Privilege and arrogance writ large
“For the Waterkloof Four, the future will never be carefree and bright again,” wrote Mia Swart in 2008, reflecting on a crime that had caused reams of condemnatory letter-writing to Afrikaans newspapers.
Swart was writing at the time when the four murder-convicted men – Becker, Frikkie du Preez, Gert van Schalkwyk and Reinach Tiedt – were finally entering prison for a murder committed seven years earlier.

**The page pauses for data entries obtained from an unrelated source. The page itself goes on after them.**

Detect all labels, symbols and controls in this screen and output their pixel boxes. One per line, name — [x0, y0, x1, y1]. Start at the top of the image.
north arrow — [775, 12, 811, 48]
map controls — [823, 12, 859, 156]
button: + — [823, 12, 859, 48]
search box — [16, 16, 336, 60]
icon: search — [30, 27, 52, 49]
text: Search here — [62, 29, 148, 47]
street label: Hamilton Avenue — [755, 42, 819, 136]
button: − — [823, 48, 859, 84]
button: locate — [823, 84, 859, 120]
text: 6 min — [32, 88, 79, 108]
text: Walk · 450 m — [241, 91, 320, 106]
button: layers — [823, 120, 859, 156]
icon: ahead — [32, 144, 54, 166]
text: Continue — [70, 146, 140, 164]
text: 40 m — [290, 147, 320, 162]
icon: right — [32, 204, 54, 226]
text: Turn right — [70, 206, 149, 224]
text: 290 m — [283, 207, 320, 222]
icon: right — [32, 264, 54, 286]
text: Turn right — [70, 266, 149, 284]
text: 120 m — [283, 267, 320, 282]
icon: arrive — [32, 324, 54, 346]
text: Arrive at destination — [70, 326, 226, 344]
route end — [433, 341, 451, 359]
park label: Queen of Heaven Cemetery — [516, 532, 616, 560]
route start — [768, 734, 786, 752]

The details were grotesque. After drinking at a Hatfield nightclub, the four 16-year-olds first used a racial slur and assaulted a passerby in Constantia Park, before hunting a homeless man in Moreleta Park. A friend who had been with them at the time testified in court how Becker and Van Schalkwyk took a set of carving knives from the BMW of Becker’s father before beating and stabbing him to death.
Frikkie du Preez also demonstrated his “Naas Botha kicks” on the victim, according to the witness. The identity of the homeless man was never confirmed.
It took more than two years for the case to be brought to court, and from the start the four, but particularly Becker, were treated with a mixture of morbid fascination and awe by the media – not dissimilar, in fact, to some of the media treatment given more recently to the likes of Thabo Bester or accused crime kingpin Vusimuzi “Cat’ Matlala.
Becker wore designer clothes to court, taunted photographers, and sang, I’m Too Sexy For My Shirt. The only one of the four to testify, he styled the teens as crime-fighting vigilantes inspired by a talk given by a policeman at his school.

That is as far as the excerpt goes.